I did NOT intend for that to be as dark as it came out, but here we are. The point of that, however, was to explain how important TFW and fight camps were to my –not hyperbole – survival. When I was at my lowest, everything around me felt like it was falling apart. I spent every waking moment realizing I am “better than this” but being paralyzed, powerless. But when I was in fight camp, I had a small modicum of control. I could tune out all the negativity for 2-3 hours a day at the gym. I could see my body transform. I could show my creativity through the foods I prepared for camp. For the last year, the only sense of control over my own life I felt was during fight camps.
And honestly, that’s where a lot of these recipes you see every week came from. The best way to #MakeTymsAbsGreatAgain (hey remember when I told y’all about that and then rambled for about 850 words?) was to be held accountable in a real way. Fight Camp is a sacred ritual at the gym. We don’t let just anybody join the fight team, and when you’re in camp, you are accountable to yourself, your teammates, and your coaches. So when I was in camp, I was dedicated to representing my tribe. Part of that was figuring out easy meals that my depressed brain could make without much fuss, and make over and over and over again. And look at us now!
We’re at nearly 1,900 words; my skin is crawling with how much I’ve shared about my mental health and living situation. There are a few other things I had hoped to get to, but I’m getting super anxious about how long this post is. Here’s what I’ll say about stress-baking:
Remember last paragraph when I said a lot of the #CookedByTFW meals are results of battling depression in fight camp? Well, the cookies and waffles you’ve seen on this blog are the product of Tym NOT (more all caps?) in fight camp. I mean… who comes up with bacon fat waffles? Me at midnight one night because my depression is telling me “you’re a failure and not good at anything” and my pride is like “oh, I’ll show you!” Boom… bacon fat waffles.
During fight camp for the June fight, I cannot tell you how many batches of Victory Cookies I baked (I gave away most of them) at 3:30am because I was so overwhelmed by… not working, not living up to my potential, having a subpar sparring session, failing the bar in 2013 by 7 points, forgetting to record a TV show, some random mistake from high school, WHO KNOWS! Depression can make your mind race about everything under the sun.
I had a whole story about “Cake in a Mug” – I even sent Coach L.A. a pic of one I made after a recent breakdown – but I’ve said too much already. I’ll teach y’all how to make it for the holidays and share the story then, maybe…
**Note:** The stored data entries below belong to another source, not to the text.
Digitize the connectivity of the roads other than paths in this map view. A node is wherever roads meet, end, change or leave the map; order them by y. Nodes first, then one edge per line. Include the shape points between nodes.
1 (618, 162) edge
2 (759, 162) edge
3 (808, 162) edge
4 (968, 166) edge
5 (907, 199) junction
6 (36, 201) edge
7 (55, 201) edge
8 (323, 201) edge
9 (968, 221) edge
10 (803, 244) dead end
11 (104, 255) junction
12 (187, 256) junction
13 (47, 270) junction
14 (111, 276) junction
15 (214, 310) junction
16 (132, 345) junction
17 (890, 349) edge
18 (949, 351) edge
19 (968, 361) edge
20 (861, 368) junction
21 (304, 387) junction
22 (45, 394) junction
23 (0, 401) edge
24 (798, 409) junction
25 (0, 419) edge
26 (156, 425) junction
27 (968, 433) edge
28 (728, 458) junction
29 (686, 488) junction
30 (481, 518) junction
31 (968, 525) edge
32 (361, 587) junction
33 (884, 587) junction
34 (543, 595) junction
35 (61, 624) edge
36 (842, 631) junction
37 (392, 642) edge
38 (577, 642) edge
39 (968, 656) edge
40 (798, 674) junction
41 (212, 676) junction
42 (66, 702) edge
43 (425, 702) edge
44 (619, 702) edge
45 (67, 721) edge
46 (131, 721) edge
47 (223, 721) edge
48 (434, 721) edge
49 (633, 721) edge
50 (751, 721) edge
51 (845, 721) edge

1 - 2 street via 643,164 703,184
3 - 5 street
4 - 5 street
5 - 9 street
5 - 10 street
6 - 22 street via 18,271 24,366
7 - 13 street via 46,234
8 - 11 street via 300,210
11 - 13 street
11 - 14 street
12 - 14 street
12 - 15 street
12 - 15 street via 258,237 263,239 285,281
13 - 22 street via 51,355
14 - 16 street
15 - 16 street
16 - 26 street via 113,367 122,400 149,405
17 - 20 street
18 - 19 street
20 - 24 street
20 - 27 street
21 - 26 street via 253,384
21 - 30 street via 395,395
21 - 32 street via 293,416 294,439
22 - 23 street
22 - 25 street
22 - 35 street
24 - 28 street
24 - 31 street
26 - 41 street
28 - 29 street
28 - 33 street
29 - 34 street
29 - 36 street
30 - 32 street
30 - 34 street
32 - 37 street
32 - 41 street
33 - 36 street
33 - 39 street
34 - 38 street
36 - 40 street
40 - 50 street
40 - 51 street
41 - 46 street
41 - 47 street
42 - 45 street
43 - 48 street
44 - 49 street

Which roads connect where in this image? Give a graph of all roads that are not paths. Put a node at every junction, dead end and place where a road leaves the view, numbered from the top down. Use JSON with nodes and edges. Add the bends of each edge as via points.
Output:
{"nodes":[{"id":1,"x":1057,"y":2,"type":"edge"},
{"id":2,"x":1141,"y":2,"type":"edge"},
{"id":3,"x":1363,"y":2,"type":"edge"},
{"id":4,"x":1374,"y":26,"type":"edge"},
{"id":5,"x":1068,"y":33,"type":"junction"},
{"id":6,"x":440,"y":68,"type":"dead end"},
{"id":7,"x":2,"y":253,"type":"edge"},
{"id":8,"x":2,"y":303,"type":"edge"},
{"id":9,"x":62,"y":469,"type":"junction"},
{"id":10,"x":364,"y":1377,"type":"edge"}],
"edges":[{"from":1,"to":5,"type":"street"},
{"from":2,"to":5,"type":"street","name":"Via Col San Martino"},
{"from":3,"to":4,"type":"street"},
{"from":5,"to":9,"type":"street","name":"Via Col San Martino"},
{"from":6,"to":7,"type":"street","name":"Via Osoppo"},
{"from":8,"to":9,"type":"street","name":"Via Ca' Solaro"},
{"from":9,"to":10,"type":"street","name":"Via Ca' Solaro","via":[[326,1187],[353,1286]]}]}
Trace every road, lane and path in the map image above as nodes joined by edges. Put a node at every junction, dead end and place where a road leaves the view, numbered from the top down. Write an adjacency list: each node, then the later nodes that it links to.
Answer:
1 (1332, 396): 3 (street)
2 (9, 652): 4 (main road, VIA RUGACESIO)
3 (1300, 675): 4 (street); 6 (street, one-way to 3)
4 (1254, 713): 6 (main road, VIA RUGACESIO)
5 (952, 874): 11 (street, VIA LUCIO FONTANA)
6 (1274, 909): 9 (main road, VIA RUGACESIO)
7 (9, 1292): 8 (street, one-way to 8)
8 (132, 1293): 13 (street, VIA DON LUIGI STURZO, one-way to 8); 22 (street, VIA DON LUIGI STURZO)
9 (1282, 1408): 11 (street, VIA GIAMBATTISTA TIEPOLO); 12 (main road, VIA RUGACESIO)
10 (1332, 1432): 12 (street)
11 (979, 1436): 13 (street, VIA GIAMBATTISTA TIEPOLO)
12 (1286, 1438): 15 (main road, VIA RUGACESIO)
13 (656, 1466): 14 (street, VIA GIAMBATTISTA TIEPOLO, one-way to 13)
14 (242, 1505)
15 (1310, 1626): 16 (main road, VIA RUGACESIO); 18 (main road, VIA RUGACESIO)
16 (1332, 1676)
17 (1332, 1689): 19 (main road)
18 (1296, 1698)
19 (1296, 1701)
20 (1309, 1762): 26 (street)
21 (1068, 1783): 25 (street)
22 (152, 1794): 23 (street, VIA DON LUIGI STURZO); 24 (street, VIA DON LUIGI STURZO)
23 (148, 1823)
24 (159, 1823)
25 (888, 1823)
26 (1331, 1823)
Okay, that is enough for today. The TL;DR for this post is: I’ve had a not-so-fun time with depression over the last 18 months (actually longer than that, but it all spilled over last year), and I’ve used fight camp and cooking to give myself a sense of control when the world feels like it’s crumbling around me. I’m doing so much better these days because I finally got the help I desperately needed; not just therapy, but also relying on my family at the gym more. I hope if you take anything away from this recipe post that contains exactly 0.0 recipes in it, it’s that you are not alone and – more importantly – you are not the worst thing you might be telling yourself. We need to smash the stigma around mental health issues. And, as always, get the help you need and deserve. YOU DESERVE A HEALTHY BRAIN!!!
If you feel like you may harm yourself and need to somebody immediately, please call the National Suicide Prevention Lifeline, available 24/7, 1-800-273-8255. It’s free and confidential!
If you or somebody you know might be dealing with depression and you aren’t sure how to address it with the people in your life, check out www.makeitok.org. They provide tips on how to start the conversation and get the help you or they may need.